In-situ formation of Co1−xS hollow polyhedrons anchored on multichannel carbon nanofibers as self-supporting anode for lithium/sodium-ion batteries

Abstract

The as-prepared binder-free Co 1−x S/MCF anode exhibits the desirable electrochemical performance for LIBs and SIBs, which can be attributed to the unique hierarchical nanostructure which provides enough active sites and internal space for volume expansion. • The flexible Co 1−x S/MCF electrode is prepared via the electrospinning technique. • The Co 1−x S/MCF presents hierarchically hollow and multichannel structures. • The Co 1−x S/MCF electrode can effectively ease the huge volume expansion. • The Co 1−x S/MCF electrode shows high electrochemical performance for LIBs and SIBs.

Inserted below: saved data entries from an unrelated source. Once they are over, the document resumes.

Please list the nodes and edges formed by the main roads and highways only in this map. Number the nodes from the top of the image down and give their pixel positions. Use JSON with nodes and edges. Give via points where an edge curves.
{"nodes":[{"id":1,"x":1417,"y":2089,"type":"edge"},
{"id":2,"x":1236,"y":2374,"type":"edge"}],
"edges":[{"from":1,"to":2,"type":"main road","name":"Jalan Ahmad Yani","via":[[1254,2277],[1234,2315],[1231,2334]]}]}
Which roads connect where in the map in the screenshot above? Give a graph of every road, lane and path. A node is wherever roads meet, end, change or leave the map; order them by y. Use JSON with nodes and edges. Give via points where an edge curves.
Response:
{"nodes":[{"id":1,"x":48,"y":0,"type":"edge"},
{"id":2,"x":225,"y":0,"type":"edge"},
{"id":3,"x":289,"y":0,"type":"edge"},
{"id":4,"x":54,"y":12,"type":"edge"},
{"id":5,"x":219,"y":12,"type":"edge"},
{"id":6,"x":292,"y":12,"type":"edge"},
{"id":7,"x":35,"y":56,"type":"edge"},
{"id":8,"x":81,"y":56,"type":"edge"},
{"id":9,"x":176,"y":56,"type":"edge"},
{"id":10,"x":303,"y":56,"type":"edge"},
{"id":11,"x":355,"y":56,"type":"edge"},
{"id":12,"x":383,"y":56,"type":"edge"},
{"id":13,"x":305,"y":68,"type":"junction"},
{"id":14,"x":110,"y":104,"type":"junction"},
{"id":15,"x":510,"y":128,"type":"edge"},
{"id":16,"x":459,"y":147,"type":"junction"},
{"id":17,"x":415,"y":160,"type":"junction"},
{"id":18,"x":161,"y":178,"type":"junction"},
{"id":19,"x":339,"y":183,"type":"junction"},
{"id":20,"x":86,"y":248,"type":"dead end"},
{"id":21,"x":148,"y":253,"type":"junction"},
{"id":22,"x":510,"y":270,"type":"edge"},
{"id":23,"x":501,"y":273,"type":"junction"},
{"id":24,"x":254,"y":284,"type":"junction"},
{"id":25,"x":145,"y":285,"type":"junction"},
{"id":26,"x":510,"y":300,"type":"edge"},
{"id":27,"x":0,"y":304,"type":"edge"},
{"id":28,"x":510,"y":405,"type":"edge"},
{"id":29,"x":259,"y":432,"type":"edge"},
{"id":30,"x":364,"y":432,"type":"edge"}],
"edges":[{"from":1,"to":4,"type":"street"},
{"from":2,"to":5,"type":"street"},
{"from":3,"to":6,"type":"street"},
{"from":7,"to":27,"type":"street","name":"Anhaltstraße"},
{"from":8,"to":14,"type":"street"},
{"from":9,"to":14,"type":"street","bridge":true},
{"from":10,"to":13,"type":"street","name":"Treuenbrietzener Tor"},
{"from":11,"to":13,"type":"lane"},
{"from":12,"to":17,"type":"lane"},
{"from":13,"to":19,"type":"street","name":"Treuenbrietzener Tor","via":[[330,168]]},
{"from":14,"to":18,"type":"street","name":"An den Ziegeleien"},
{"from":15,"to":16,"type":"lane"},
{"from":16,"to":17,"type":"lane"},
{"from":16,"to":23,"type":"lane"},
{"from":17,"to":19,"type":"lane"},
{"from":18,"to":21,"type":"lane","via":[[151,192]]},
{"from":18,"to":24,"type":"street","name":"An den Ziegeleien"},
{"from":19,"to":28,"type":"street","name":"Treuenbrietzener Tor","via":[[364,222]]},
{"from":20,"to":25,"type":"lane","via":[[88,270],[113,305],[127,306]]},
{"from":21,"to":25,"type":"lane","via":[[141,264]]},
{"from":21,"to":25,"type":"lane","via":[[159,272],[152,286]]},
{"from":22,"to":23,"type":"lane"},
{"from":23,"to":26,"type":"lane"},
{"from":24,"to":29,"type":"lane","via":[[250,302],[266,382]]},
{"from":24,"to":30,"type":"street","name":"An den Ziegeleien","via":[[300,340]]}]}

The exploration of prospective electrode materials represents great challenges for remarkable lithium-ion batteries (LIBs) and sodium-ion batteries (SIBs). Herein, we report a reliable synthetic approach for the in-situ growth of the Co-based zeolitic imidazolate framework (ZIF-67) on electrospun nanofibers, followed by carbonization and sulfurization with the formation of free-standing Co 1−x S hollow polyhedrons anchored on multichannel carbon nanofibers (Co 1−x S/MCF) for LIBs and SIBs. The Co 1−x S/MCF electrode displays a high reversible capacity (813 mAh g −1 over 180 cycles at 0.1 A g −1 ), and stable cycle performance (559 mAh g −1 for 300 cycles at 1 A g −1 ) in LIBs. For SIBs, Co 1−x S/MCF electrode exhibits a favorable Na-storage capacity (433 mAh g −1 over 120 cycles at 0.1 A g −1 ). The as-prepared binder-free Co 1−x S/MCF anode demonstrates the advanced electrochemical properties for LIBs and SIBs. It is attributed to the particular multichannel nanostructure and the Co 1−x S hollow polyhedrons (Co 1−x S HPs), which provide enough active sites, and the internal void space effectively reduces the structural strain and eases the volume expansion to maintain structural integrity. This work gives insights to design a unique structure for promising LIBs and SIBs.